### Problem details
Check every line below, and copy those that include "hand".

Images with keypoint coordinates
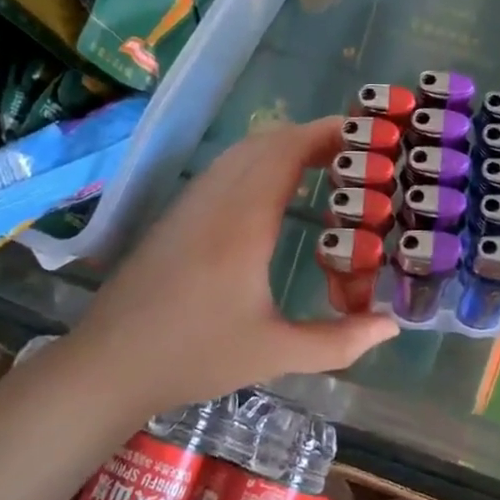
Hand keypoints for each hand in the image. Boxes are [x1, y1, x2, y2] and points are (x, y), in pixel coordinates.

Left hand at [74, 117, 396, 415]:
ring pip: (242, 151)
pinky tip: (274, 191)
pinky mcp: (177, 214)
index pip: (287, 151)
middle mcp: (217, 199)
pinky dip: (259, 161)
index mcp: (244, 221)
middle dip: (312, 136)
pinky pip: (225, 167)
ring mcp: (192, 202)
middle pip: (267, 142)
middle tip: (354, 153)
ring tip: (323, 166)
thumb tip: (392, 326)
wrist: (107, 365)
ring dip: (284, 146)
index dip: (326, 133)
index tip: (365, 134)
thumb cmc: (194, 356)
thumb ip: (338, 341)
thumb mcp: (274, 354)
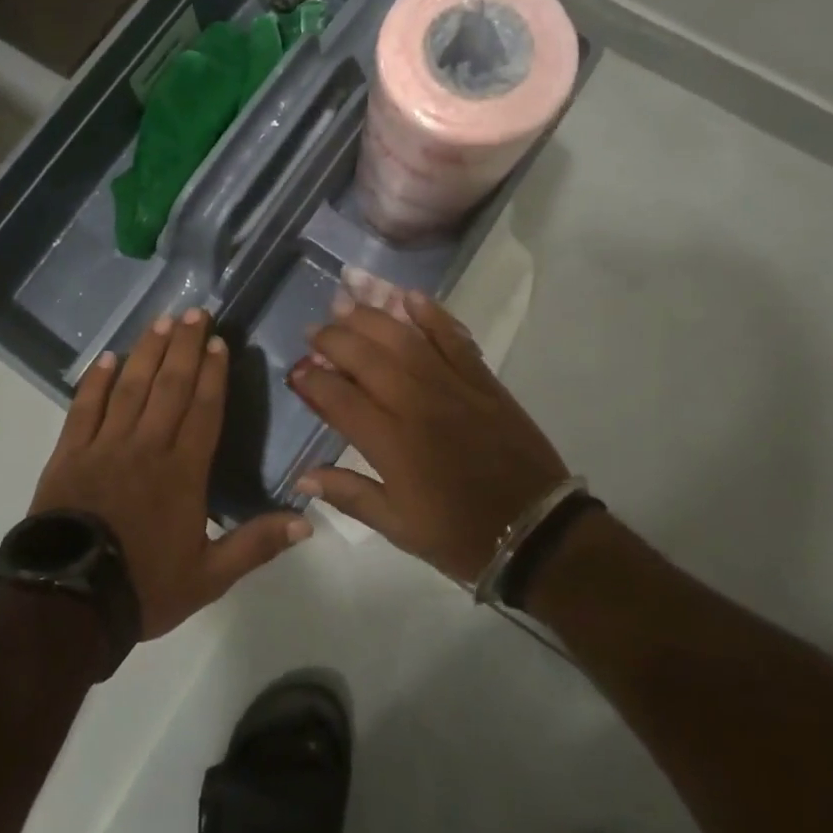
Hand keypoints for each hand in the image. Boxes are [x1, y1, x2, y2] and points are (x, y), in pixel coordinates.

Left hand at [30, 308, 310, 638]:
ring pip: (131, 387)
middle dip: (184, 347)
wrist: (69, 604)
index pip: (204, 410)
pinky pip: (85, 407)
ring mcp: (105, 446)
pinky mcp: (70, 453)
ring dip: (148, 352)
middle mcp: (147, 447)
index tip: (218, 342)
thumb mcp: (209, 577)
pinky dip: (96, 381)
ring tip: (161, 321)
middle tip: (194, 312)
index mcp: (183, 472)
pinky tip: (107, 357)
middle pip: (170, 386)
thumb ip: (256, 545)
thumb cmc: (143, 586)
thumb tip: (307, 520)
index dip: (212, 374)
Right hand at [286, 292, 568, 585]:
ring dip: (371, 316)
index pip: (338, 397)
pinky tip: (409, 297)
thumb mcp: (398, 527)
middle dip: (332, 339)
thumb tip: (302, 478)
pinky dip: (431, 314)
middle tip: (313, 332)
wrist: (537, 531)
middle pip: (365, 356)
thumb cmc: (460, 535)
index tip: (295, 372)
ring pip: (403, 338)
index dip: (311, 381)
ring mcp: (451, 385)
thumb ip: (349, 494)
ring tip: (347, 303)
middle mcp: (415, 403)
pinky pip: (452, 337)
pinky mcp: (482, 379)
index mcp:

### Written solution
Hand keypoints for each hand in the image. Boxes are [x1, y1, x2, y2] and points are (x, y), in pixel coordinates.
Left hand at [74, 117, 396, 415]:
Hand keypoints for each hand in the image. Boxes are [x1, y1, x2, y2] and points are (x, y), in pixel coordinates.
Left hand at [30, 308, 310, 638]:
Right hand at [286, 292, 568, 585]:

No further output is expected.